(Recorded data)
□ □ □

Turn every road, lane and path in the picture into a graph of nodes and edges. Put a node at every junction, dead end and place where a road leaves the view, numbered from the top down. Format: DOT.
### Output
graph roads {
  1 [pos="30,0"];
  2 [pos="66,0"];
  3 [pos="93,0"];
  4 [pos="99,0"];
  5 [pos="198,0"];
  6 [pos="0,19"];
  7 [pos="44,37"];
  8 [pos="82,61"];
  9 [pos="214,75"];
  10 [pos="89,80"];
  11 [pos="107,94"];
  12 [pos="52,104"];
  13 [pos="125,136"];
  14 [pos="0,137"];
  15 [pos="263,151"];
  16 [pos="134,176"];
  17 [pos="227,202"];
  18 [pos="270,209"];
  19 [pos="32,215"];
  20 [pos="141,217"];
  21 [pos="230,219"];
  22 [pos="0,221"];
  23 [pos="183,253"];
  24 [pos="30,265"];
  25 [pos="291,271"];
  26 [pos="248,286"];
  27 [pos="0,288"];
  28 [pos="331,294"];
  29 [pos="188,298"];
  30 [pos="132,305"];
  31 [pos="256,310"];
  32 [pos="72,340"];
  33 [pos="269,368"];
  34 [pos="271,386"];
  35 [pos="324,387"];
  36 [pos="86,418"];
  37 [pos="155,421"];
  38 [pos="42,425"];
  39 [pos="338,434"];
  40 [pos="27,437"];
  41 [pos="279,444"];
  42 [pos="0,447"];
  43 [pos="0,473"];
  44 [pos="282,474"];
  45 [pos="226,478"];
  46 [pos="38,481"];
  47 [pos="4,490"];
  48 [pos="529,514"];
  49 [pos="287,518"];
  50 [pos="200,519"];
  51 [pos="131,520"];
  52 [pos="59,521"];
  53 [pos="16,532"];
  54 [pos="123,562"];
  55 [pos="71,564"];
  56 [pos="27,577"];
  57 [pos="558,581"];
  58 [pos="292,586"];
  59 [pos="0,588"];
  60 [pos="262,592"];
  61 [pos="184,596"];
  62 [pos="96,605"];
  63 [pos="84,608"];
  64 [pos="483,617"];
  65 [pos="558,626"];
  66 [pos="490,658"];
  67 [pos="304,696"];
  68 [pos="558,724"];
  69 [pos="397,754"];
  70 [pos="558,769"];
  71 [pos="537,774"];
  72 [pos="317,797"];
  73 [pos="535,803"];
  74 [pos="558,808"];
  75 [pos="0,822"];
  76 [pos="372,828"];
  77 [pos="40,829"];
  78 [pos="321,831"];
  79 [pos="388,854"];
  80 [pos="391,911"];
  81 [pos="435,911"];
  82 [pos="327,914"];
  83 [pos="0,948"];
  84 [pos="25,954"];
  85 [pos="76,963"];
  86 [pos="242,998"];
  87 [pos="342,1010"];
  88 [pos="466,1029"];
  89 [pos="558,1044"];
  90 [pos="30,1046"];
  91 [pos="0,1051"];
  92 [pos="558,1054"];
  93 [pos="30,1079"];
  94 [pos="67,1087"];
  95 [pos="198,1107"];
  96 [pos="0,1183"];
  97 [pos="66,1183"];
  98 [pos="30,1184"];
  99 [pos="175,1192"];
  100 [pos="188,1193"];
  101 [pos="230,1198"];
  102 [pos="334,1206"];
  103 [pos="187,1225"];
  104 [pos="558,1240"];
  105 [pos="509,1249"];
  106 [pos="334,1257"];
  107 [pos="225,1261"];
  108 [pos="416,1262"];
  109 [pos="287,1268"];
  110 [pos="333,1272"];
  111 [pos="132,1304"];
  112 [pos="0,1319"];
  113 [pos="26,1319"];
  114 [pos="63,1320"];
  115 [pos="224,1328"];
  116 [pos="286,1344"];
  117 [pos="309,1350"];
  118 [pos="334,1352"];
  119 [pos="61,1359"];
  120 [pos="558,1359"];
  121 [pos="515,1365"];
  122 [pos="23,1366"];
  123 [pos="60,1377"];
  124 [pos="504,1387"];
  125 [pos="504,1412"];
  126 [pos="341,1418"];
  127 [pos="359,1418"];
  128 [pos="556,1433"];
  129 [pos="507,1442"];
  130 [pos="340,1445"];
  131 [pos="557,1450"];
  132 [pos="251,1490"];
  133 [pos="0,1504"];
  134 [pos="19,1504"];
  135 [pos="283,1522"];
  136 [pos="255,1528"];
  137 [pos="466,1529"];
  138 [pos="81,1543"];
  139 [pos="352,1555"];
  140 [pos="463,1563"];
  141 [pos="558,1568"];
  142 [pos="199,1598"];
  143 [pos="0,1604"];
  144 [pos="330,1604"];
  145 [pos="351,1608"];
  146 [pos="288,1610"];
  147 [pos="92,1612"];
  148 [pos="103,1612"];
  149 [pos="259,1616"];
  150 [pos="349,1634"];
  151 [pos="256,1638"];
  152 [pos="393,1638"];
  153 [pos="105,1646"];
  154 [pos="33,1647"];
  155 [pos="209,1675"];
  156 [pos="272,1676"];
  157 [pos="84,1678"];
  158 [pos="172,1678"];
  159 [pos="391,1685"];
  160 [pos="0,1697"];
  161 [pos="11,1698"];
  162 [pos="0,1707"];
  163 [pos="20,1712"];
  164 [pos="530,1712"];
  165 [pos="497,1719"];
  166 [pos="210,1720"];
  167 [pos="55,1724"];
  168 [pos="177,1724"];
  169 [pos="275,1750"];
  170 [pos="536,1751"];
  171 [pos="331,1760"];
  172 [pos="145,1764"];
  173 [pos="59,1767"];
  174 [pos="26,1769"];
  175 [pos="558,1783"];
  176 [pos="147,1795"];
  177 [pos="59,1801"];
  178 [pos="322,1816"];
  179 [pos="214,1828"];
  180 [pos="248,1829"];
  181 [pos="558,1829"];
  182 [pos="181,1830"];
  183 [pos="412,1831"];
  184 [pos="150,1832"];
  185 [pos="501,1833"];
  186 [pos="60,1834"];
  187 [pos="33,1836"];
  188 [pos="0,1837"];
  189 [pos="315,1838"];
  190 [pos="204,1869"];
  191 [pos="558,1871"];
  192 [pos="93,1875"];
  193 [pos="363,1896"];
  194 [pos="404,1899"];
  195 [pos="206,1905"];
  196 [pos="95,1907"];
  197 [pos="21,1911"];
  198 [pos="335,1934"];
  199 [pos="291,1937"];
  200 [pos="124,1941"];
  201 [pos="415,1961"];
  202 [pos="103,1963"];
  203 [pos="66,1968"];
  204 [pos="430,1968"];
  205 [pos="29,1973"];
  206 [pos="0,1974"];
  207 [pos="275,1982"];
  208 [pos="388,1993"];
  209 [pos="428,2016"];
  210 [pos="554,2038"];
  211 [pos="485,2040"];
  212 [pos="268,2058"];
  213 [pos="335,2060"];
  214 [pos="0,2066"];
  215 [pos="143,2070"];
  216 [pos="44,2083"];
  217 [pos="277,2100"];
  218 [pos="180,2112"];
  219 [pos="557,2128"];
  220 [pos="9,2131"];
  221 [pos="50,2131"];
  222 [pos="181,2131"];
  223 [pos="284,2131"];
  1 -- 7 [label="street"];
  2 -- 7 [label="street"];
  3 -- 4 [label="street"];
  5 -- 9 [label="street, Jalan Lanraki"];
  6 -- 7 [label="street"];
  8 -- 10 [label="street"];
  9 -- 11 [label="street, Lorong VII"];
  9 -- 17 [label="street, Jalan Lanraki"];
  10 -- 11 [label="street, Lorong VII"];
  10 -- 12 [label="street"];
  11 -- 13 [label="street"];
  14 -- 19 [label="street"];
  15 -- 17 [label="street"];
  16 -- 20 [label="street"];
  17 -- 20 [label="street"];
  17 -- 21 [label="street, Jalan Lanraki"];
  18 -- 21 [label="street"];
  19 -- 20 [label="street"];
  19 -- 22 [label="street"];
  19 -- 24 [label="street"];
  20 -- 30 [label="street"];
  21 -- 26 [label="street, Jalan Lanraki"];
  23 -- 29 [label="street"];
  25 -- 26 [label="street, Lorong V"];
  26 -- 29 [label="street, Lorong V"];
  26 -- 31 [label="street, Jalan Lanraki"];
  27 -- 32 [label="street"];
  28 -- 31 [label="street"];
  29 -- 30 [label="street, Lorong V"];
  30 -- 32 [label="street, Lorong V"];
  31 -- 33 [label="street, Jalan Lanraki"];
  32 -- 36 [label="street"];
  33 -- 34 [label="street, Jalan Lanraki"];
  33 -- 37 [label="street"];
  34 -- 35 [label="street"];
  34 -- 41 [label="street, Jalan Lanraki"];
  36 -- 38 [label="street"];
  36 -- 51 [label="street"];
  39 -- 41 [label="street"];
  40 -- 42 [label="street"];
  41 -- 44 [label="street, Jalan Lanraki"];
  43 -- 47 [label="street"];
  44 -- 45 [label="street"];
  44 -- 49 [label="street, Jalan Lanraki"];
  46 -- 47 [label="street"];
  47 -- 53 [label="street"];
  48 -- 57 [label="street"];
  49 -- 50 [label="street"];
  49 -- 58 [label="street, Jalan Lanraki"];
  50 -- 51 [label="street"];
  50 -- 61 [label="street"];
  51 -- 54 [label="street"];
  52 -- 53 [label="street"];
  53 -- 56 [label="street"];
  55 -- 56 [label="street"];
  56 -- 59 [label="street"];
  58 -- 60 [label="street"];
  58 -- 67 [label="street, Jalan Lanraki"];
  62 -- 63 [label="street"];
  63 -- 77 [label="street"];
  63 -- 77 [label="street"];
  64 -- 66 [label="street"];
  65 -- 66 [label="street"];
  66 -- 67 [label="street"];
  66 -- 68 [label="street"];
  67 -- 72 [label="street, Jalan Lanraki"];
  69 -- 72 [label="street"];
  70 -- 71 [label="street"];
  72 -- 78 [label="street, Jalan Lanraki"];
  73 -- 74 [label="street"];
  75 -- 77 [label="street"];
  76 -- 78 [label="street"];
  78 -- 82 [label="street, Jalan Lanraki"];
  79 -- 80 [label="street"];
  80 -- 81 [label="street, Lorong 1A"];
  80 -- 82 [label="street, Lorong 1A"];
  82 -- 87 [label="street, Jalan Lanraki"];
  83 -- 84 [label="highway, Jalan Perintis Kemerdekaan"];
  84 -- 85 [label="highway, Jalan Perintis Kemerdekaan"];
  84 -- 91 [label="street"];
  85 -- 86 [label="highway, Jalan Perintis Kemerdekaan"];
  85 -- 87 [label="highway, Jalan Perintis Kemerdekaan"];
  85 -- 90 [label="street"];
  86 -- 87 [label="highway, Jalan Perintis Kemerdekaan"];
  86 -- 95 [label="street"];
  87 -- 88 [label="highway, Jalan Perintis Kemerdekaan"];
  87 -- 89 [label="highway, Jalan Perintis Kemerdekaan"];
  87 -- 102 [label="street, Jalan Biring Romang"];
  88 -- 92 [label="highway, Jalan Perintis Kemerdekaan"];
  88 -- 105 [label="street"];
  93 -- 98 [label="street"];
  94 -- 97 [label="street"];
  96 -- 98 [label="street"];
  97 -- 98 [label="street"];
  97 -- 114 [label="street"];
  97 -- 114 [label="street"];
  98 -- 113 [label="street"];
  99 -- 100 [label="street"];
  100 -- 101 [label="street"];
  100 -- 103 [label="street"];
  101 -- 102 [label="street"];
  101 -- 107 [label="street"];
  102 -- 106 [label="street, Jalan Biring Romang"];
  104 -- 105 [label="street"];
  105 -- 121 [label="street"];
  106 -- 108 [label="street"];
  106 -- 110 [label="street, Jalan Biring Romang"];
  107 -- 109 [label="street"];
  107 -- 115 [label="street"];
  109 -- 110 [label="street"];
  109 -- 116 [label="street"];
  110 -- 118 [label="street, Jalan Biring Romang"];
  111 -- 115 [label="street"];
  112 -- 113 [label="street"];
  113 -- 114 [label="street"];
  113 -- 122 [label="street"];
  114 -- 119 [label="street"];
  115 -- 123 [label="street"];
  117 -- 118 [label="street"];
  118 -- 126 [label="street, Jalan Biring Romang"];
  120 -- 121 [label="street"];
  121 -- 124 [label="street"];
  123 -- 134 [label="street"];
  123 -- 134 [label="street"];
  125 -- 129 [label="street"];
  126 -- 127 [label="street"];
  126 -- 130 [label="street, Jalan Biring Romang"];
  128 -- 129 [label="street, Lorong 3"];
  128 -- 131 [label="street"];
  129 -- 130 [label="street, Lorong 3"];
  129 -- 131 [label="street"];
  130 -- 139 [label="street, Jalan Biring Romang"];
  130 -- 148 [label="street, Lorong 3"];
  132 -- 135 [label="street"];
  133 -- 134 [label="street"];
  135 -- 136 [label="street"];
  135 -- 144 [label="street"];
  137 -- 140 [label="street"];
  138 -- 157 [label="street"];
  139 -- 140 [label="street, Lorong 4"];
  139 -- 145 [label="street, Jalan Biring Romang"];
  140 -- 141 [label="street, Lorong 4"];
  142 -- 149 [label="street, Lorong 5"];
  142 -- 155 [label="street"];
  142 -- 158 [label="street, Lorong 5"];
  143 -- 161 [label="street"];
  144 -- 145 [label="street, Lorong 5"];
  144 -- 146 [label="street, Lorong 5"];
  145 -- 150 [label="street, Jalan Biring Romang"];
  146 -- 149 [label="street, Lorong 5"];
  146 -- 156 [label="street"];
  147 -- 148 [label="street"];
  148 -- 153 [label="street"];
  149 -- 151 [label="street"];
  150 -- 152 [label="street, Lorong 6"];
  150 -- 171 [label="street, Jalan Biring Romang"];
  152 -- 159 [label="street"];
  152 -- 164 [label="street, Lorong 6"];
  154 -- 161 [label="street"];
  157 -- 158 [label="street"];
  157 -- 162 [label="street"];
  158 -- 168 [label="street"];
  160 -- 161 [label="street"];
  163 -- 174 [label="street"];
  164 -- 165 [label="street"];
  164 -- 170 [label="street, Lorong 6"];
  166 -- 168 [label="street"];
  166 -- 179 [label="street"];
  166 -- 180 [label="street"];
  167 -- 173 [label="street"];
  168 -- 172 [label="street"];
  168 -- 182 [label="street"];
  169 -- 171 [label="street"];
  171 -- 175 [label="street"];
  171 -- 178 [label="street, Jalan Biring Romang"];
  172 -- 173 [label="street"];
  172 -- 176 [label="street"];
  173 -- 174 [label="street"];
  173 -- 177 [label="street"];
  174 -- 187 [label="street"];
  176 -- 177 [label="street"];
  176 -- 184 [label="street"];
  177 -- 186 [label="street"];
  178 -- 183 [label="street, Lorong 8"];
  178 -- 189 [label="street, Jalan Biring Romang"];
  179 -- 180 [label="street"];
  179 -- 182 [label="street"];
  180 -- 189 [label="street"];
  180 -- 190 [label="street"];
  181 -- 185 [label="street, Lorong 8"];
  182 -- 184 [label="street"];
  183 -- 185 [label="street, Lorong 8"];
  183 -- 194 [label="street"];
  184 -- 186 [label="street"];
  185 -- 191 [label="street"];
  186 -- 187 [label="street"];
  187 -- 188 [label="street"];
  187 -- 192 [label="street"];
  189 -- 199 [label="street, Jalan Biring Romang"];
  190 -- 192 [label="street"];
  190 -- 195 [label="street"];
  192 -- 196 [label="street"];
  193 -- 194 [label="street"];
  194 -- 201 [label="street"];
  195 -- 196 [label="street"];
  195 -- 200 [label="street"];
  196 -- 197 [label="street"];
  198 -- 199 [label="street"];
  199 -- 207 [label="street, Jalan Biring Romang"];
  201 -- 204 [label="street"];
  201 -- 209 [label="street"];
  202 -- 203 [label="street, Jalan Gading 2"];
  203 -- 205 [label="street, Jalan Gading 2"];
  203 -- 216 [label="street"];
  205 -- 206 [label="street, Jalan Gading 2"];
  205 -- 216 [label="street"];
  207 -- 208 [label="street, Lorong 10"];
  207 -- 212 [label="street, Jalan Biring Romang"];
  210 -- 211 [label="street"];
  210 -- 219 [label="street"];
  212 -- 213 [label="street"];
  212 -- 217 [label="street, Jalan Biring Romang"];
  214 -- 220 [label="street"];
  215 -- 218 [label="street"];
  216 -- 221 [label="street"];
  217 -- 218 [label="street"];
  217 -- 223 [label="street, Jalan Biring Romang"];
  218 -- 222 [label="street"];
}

□ □ □

Required action => Above are some records. Copy each of their lines that holds the string "highway".

Result for this task =>
  83 -- 84 [label="highway, Jalan Perintis Kemerdekaan"];
  84 -- 85 [label="highway, Jalan Perintis Kemerdekaan"];
  85 -- 86 [label="highway, Jalan Perintis Kemerdekaan"];
  85 -- 87 [label="highway, Jalan Perintis Kemerdekaan"];
  86 -- 87 [label="highway, Jalan Perintis Kemerdekaan"];
  87 -- 88 [label="highway, Jalan Perintis Kemerdekaan"];
  87 -- 89 [label="highway, Jalan Perintis Kemerdekaan"];
  88 -- 92 [label="highway, Jalan Perintis Kemerdekaan"];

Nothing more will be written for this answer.